* Exercise directions *
Copy every line of the records that includes the word "Right".

[Pose estimation data]
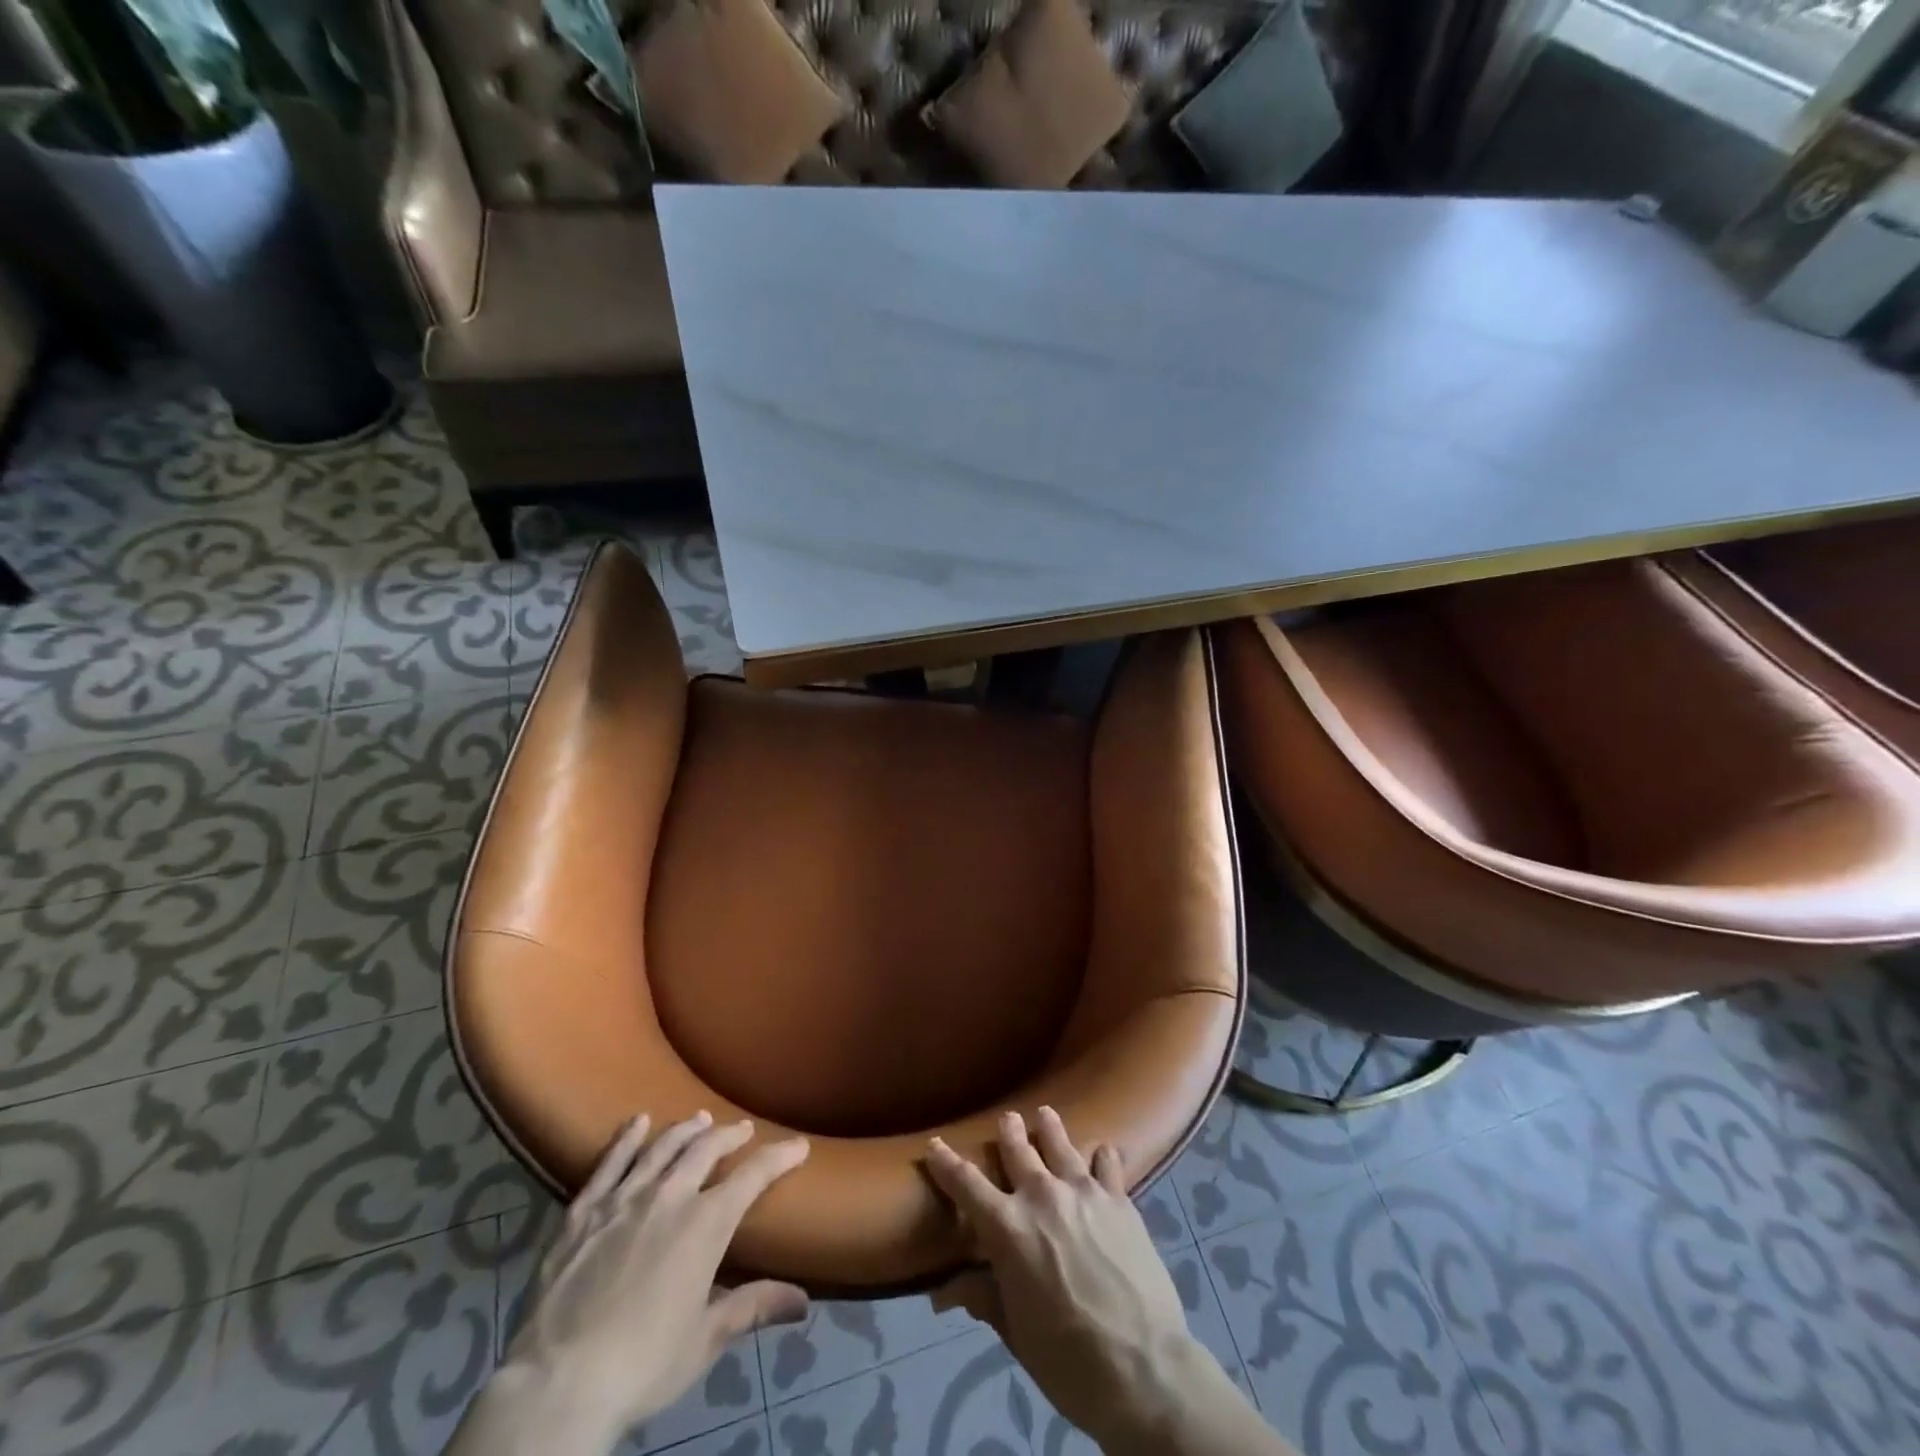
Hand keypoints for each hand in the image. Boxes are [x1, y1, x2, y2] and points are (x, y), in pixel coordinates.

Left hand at [455, 1112, 809, 1454]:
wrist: (558, 1383)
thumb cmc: (643, 1364)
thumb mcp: (706, 1339)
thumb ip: (754, 1307)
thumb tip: (804, 1301)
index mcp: (706, 1224)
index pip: (753, 1176)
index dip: (780, 1156)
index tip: (799, 1144)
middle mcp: (669, 1196)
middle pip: (706, 1149)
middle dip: (729, 1135)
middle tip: (742, 1129)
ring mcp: (623, 1198)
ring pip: (663, 1147)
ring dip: (685, 1130)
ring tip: (699, 1119)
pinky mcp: (583, 1210)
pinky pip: (610, 1162)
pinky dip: (627, 1139)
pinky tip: (638, 1123)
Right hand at [925, 1108, 1194, 1447]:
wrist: (1142, 1367)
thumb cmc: (1066, 1359)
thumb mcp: (1015, 1331)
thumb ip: (982, 1297)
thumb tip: (941, 1293)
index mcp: (1007, 1228)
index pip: (966, 1185)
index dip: (946, 1163)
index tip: (935, 1145)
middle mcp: (1041, 1195)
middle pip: (1018, 1149)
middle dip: (1008, 1131)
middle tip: (1007, 1119)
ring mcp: (1083, 1192)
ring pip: (1060, 1143)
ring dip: (1050, 1127)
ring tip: (1046, 1114)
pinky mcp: (1119, 1199)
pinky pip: (1107, 1163)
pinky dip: (1102, 1156)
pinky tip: (1103, 1152)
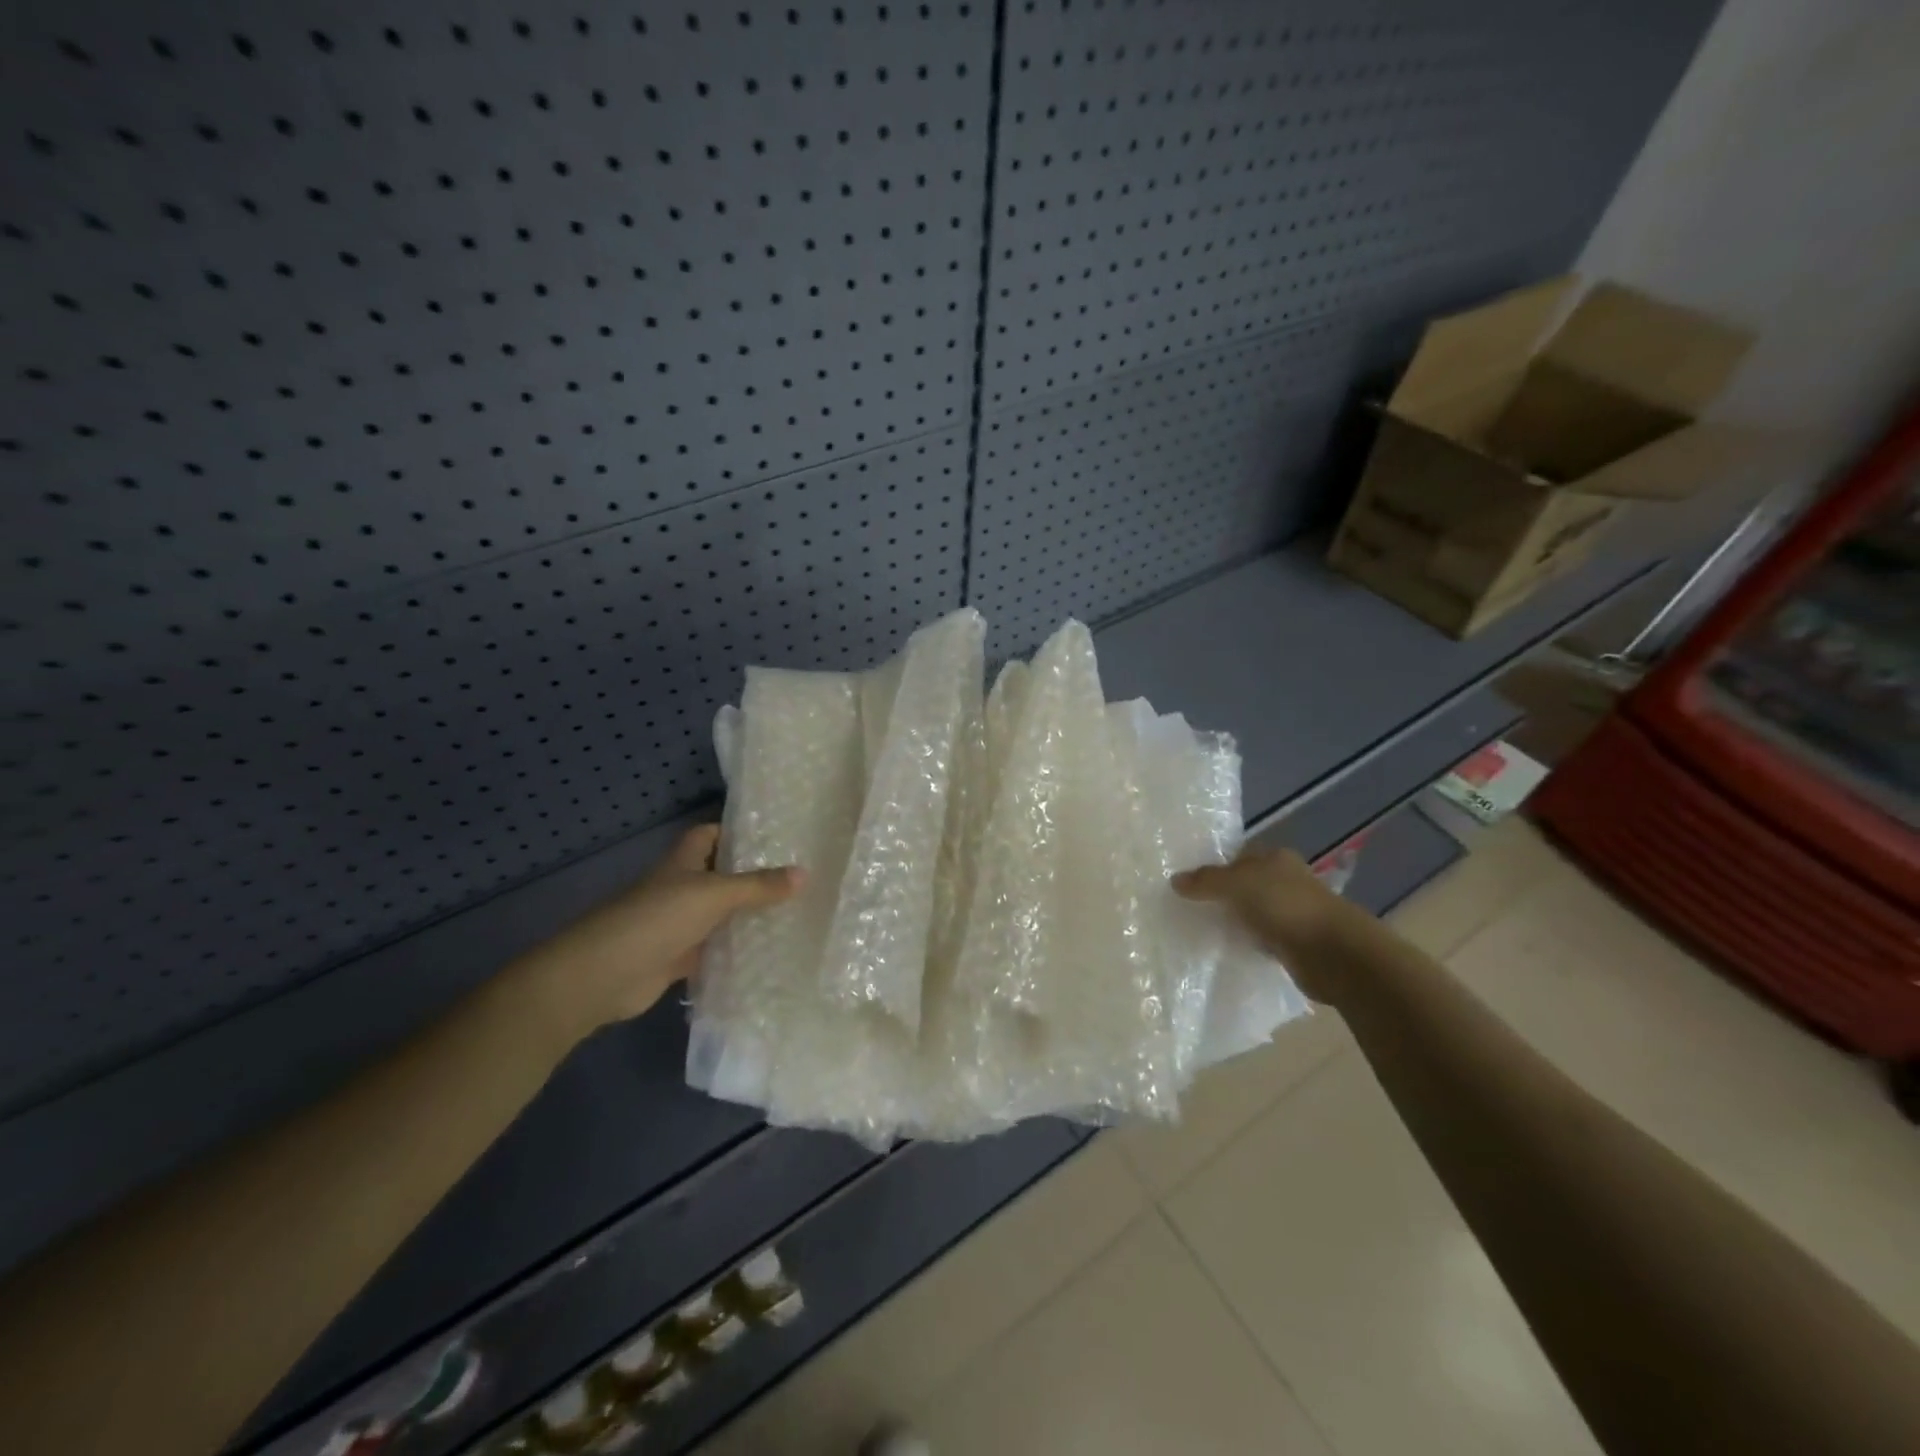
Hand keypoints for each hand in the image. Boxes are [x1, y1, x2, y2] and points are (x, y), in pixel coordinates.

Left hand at [512, 825, 801, 1043]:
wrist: (604, 975)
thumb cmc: (657, 918)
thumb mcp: (714, 895)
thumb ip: (758, 886)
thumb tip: (805, 873)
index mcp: (683, 862)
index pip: (711, 835)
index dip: (737, 832)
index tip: (776, 837)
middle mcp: (681, 888)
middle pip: (721, 876)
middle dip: (753, 877)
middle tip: (799, 878)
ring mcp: (679, 924)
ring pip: (720, 915)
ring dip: (747, 916)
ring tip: (796, 913)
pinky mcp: (679, 958)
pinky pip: (715, 951)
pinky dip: (736, 952)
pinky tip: (769, 955)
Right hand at [1172, 844, 1360, 1004]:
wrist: (1333, 954)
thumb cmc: (1285, 906)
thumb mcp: (1237, 884)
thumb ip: (1206, 881)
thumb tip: (1174, 880)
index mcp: (1276, 858)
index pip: (1238, 856)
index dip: (1214, 866)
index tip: (1187, 882)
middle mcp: (1286, 881)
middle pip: (1245, 884)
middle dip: (1222, 895)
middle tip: (1188, 906)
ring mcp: (1293, 913)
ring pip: (1253, 912)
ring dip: (1235, 920)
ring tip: (1201, 928)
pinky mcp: (1295, 943)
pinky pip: (1262, 938)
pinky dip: (1248, 942)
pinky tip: (1228, 948)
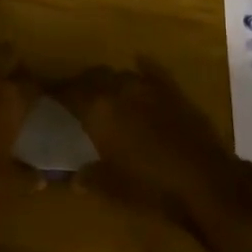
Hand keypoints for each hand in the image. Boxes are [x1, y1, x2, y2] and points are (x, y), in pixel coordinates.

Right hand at [54, 58, 237, 222]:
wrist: (206, 182)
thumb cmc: (152, 188)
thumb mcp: (113, 188)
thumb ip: (89, 177)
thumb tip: (74, 178)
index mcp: (98, 110)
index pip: (68, 92)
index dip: (55, 92)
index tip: (45, 95)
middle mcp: (119, 89)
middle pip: (92, 78)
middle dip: (80, 85)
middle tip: (73, 96)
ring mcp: (148, 86)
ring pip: (119, 74)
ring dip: (108, 81)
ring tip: (104, 92)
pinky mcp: (173, 90)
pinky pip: (152, 71)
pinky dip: (142, 68)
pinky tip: (138, 63)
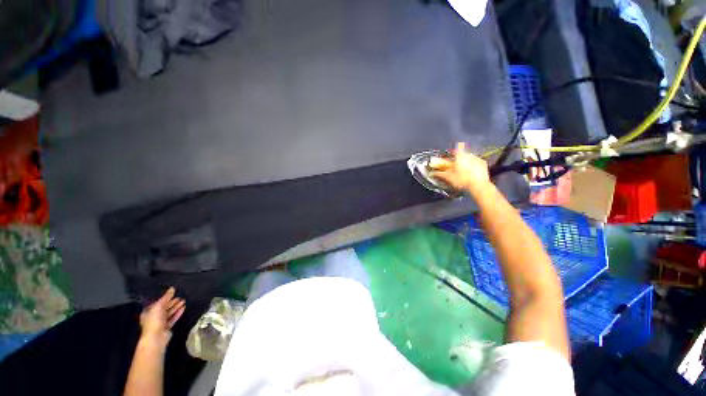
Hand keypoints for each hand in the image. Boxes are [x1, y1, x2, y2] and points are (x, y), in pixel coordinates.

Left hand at [139, 287, 185, 347]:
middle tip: (180, 297)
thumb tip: (172, 288)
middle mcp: (154, 316)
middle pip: (164, 308)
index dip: (165, 298)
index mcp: (148, 312)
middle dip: (172, 302)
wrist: (156, 337)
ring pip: (169, 313)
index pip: (157, 303)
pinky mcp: (167, 327)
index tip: (173, 294)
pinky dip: (178, 313)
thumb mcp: (159, 306)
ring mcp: (160, 322)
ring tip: (184, 301)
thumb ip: (166, 297)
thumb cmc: (154, 321)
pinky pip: (173, 318)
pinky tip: (183, 308)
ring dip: (176, 307)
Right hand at [429, 142, 490, 194]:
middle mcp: (469, 154)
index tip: (449, 157)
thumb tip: (431, 173)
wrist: (479, 186)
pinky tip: (471, 171)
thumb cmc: (461, 180)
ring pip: (469, 157)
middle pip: (461, 154)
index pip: (454, 150)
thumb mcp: (448, 178)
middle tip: (455, 165)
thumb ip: (439, 174)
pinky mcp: (484, 164)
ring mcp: (477, 158)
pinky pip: (476, 162)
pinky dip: (473, 165)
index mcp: (460, 156)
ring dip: (466, 161)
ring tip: (463, 169)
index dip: (451, 153)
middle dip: (458, 158)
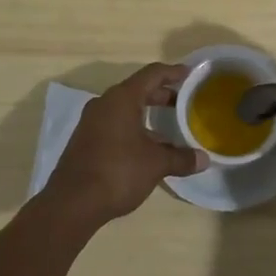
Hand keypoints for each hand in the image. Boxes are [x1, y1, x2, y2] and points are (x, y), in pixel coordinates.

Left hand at [42, 63, 207, 225]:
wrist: (71, 203)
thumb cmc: (117, 172)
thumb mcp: (155, 164)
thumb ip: (181, 158)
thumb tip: (204, 159)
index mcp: (122, 98)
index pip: (152, 74)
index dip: (173, 72)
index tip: (190, 74)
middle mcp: (105, 103)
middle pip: (138, 89)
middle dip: (162, 94)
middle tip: (184, 101)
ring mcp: (92, 121)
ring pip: (125, 108)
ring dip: (147, 113)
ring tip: (169, 125)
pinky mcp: (86, 140)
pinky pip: (115, 123)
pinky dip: (134, 126)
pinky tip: (147, 146)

* Task output *
Right hand at [925, 1108, 1194, 1447]:
Right hand at [1172, 844, 1360, 1004]:
Right hand at [54, 58, 237, 222]:
Right hand at [429, 142, 490, 194]:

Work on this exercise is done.